The concept of factorials is very important for the number system when the student is preparing for the CAT examination. In this article we will discuss about the factorials and their applications.

**Meaning of factorial:** Factorial of a number N means the product of all the natural numbers up to N.

It is denoted using the symbol ! and is written as N!

So, 1! = 1

2! = 1 × 2 = 2

3! = 1 × 2 × 3 = 6

4! = 1 × 2 × 3 × 4 = 24

5! = 1 × 2 × 3 × 4 × 5 = 120

6! = 1 × 2 × 3 × 4 × 5 × 6 = 720 and so on.

So in general N! = 1 × 2 × 3 × 4 × …….. × (N – 2) × (N – 1) × N

**Note:** The value of 0! = 1

Now let us understand the concept of trailing zeroes in N!

Sometimes, in the examination, you will find the questions like how many trailing zeroes will be their at the end of N!. To solve these questions, you should keep in mind that a zero will be obtained if we multiply a 2 with 5 (We will deal with the prime numbers only). So, 10 = 2 × 5

In order to get 2 zeroes, we need two 2s and two 5s and multiply them as 2 × 5 × 2 × 5 = 100 and so on. Hence, to get the number of trailing zeroes in any N!, we need to find the number of times 2s and 5s are occurring in the prime factorisation of such numbers. Let us take an example of 10!.

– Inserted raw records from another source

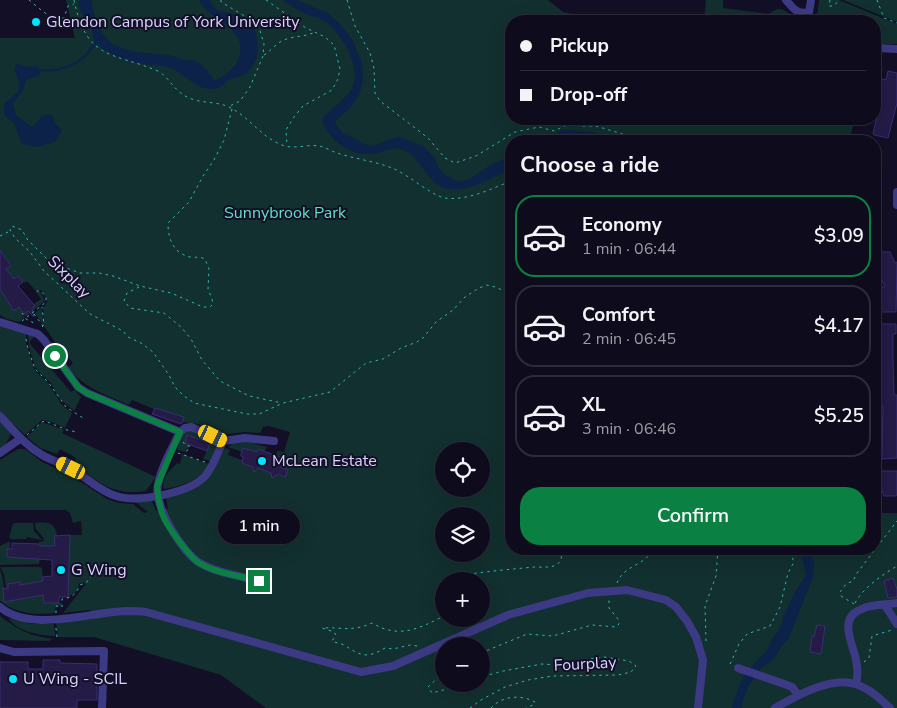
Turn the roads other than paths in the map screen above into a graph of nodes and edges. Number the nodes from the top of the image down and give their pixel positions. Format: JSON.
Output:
{"nodes":[{"id":1,"x":786,"y":0,"type":"edge"},
{"id":2,"x":811,"y":0,"type":"edge"},
{"id":3,"x":881,"y":48,"type":"edge"},
{"id":4,"x":897,"y":49,"type":"edge"},
{"id":5,"x":897,"y":192,"type":"edge"},
{"id":6,"x":897,"y":205,"type":"edge"},
{"id":7,"x":0,"y":322,"type":"edge"},
{"id":8,"x":0,"y":416,"type":"edge"},
{"id":9,"x":180,"y":432,"type":"junction"},
{"id":10,"x":20,"y":439,"type":"junction"},
{"id":11,"x":223,"y":441,"type":"junction"},
{"id":12,"x":274,"y":441,"type":"dead end"},
{"id":13,"x":0,"y":453,"type":"edge"},
{"id":14,"x":158,"y":496,"type":"junction"},
{"id":15,"x":259,"y":581,"type":"dead end"},
{"id":16,"x":897,"y":603,"type":"edge"},
{"id":17,"x":885,"y":605,"type":"junction"},
{"id":18,"x":0,"y":608,"type":"edge"},
{"id":19,"x":896,"y":627,"type":"edge"},
{"id":20,"x":0,"y":648,"type":"edge"},
{"id":21,"x":738,"y":668,"type":"dead end"},
{"id":22,"x":856,"y":684,"type":"junction"},
{"id":23,"x":798,"y":695,"type":"junction"},
{"id":24,"x":102,"y":708,"type":"edge"},
{"id":25,"x":697,"y":708,"type":"edge"},
{"id":26,"x":775,"y":708,"type":"edge"},
{"id":27,"x":890,"y":708,"type":"edge"}],
"edges":[{"from":1,"to":2,"type":"street"},
{"from":3,"to":4,"type":"street"},
{"from":5,"to":6,"type":"street"},
{"from":7,"to":9,"type":"street"},
{"from":8,"to":10,"type":"street"},
{"from":9,"to":11,"type":"street"},
{"from":9,"to":14,"type":"street"},
{"from":10,"to":13,"type":"street"},
{"from":10,"to":14,"type":"street"},
{"from":11,"to":12,"type":"street"},
{"from":11,"to":14,"type":"street"},
{"from":14,"to":15,"type":"street"},
{"from":16,"to":17,"type":"street"},
{"from":17,"to":19,"type":"street"},
{"from":17,"to":22,"type":"street"},
{"from":18,"to":25,"type":"street"},
{"from":20,"to":24,"type":"street"},
{"from":21,"to":23,"type":"street"},
{"from":22,"to":23,"type":"street"},
{"from":22,"to":27,"type":"street"},
{"from":23,"to":26,"type":"street"}]}
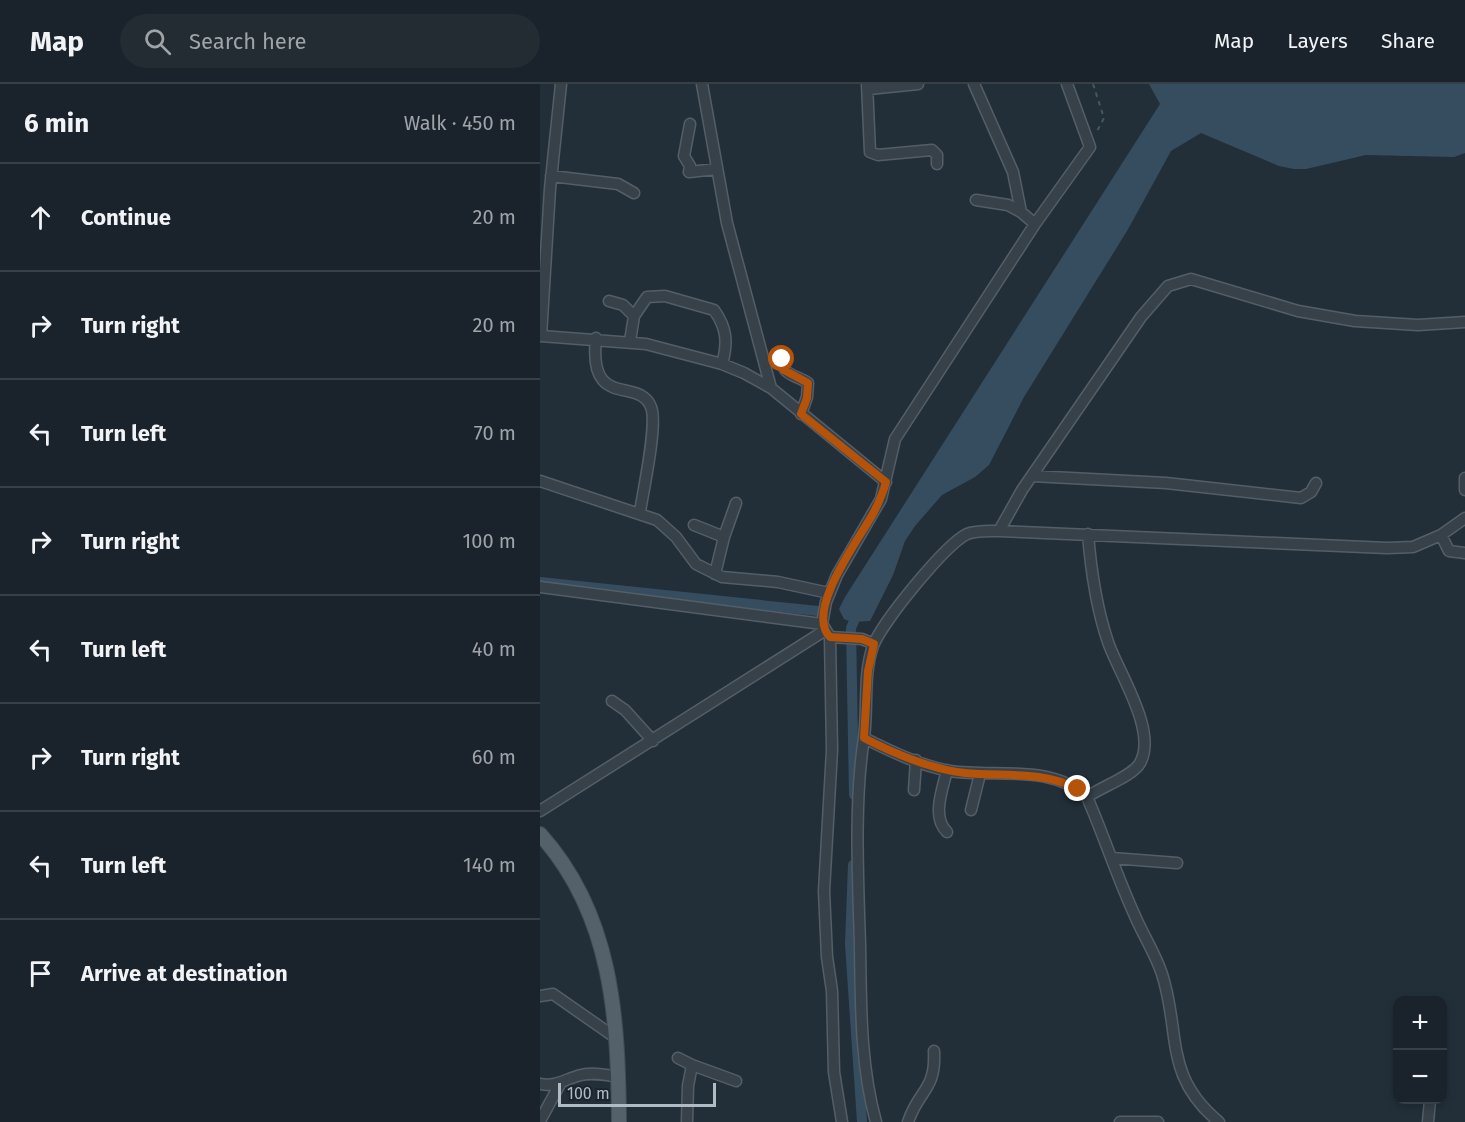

We have, 10! = 1 × 2 × 3 × 4 × 5 × 6 × 7 × 8 × 9 × 10

Or 10! = 1 × 2 × 3 × 2 × 2 × 5 × 2 × 3 × 7 × 2 × 2 × 2 × 3 × 3 × 2 × 5 (Prime factorisation of 10!)

Now, in the above prime factorisation, there are eight 2s and two 5s. These two 5s will combine with two 2s to give us 2 trailing zeroes. Therefore, 10! has 2 trailing zeroes.

In the above example, we prime factorised the 10! and counted the number of 2s and 5s manually. But it will not be possible with the larger numbers. So, we will check the following method which explains how to find the number of prime numbers ‘p’ in any factorial say N!.

**Method to find the number of primes ‘p’ in N!:**

To get the number of times a particular prime number exists in the prime factorisation of N!, we divide N by p and its powers and write down the quotients only till we get non zero quotients. Then, we add all the quotients obtained and get the answer.

Let us find the number of 2s in 10!.

Divide 10 by 2 and its powers.

[10/2] = 5 (5 is the quotient)

[10/2^{2}] = 2 (2 is the quotient when 10 is divided by 4)

[10/2^{3}] = 1 (1 is the quotient when 10 is divided by 8)

[10/2^{4}] = 0 (0 is the quotient when 10 is divided by 16)

Now add up all the quotients, the sum = 5 + 2 + 1 = 8

So, there are eight 2s in the prime factorisation of 10!.

Let us now try to find the number of 3s in 50!

Divide 50 by 3 and its powers and write down the quotients and then add all the non zero quotients.

So, [50/3] = 16

[50/3^{2}] = 5

[50/3^{3}] = 1

Now add all the quotients i.e., 16 + 5 + 1 = 22

Therefore, there are 22 times 3 in the prime factorisation of 50!.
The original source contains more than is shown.